Sátántangó | Facets Video
Facets Video

I remember cows in mud; a muzzle of rain. How the camera’s tracking shot starts and stops over and over like a stream muscling through winter, as if querying, at times, whether it is indeed water—as in: fluid. In Iowa, where I live, the stench of this scene would seep into your clothes, your hair. I almost remember specks of shit on the lens, though I know they’re not there: just the wreckage of mud the cows churn through, sometimes in circles like spokes.

I do remember that there’s rain in the opening shot; the mud is slick, but I couldn’t tell you the time of day. You need light to render rain visible, but I don’t know Tarr’s camera, the type of lens. Regarding the viscosity of another film, Elegy of a Voyage (2001), Laura Rascaroli writes, “Shot with special anamorphic lenses…the film looks as if it were framed through a veil of trickling water or as if the surface of the image were liquid.” In Elegy of a Voyage the liquid trembles on the surface of the profilmic like a teardrop.
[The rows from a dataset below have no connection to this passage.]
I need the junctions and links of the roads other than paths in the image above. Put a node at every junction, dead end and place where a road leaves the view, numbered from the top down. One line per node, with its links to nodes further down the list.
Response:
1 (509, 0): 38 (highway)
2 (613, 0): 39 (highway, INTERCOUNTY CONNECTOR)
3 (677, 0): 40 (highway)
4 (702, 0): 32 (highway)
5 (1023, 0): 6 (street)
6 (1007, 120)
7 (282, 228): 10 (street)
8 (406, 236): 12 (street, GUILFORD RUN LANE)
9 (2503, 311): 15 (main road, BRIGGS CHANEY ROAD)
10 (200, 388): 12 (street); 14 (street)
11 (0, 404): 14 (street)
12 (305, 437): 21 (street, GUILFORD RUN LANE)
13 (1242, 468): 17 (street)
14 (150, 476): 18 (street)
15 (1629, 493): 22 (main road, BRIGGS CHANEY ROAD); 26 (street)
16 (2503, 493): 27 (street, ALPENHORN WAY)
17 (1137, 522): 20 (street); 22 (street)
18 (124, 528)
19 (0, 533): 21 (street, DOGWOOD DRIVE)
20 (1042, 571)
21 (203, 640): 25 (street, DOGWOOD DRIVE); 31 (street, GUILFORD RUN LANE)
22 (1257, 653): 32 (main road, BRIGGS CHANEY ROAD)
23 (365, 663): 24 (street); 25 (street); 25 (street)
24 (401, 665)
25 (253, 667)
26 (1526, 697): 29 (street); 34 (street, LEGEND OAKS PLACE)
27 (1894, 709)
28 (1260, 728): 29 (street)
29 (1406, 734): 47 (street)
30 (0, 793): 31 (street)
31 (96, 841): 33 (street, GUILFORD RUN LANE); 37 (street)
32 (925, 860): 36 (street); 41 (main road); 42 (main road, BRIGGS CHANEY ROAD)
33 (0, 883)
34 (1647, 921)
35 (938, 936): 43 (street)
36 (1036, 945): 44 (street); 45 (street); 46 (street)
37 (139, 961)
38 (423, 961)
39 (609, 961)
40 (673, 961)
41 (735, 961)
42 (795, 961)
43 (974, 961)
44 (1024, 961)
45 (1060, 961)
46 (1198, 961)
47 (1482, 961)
It sounds like a film (48 minutes!) I could scrub through in an instant.

But this is not an essay about Elegy of a Voyage; rather, it is an essay on memories, mere fragments, of Béla Tarr’s Sátántangó. Mind the gaps (in narrative, in precision, in fact). Hence the quandary of duration’s distance: always looking past the task at hand. I watched this film (I experienced this film) seven months ago and have not watched it since. The memory of it slips through my proverbial fingers. I have to clutch it tight like a midwife, or I might lose it altogether.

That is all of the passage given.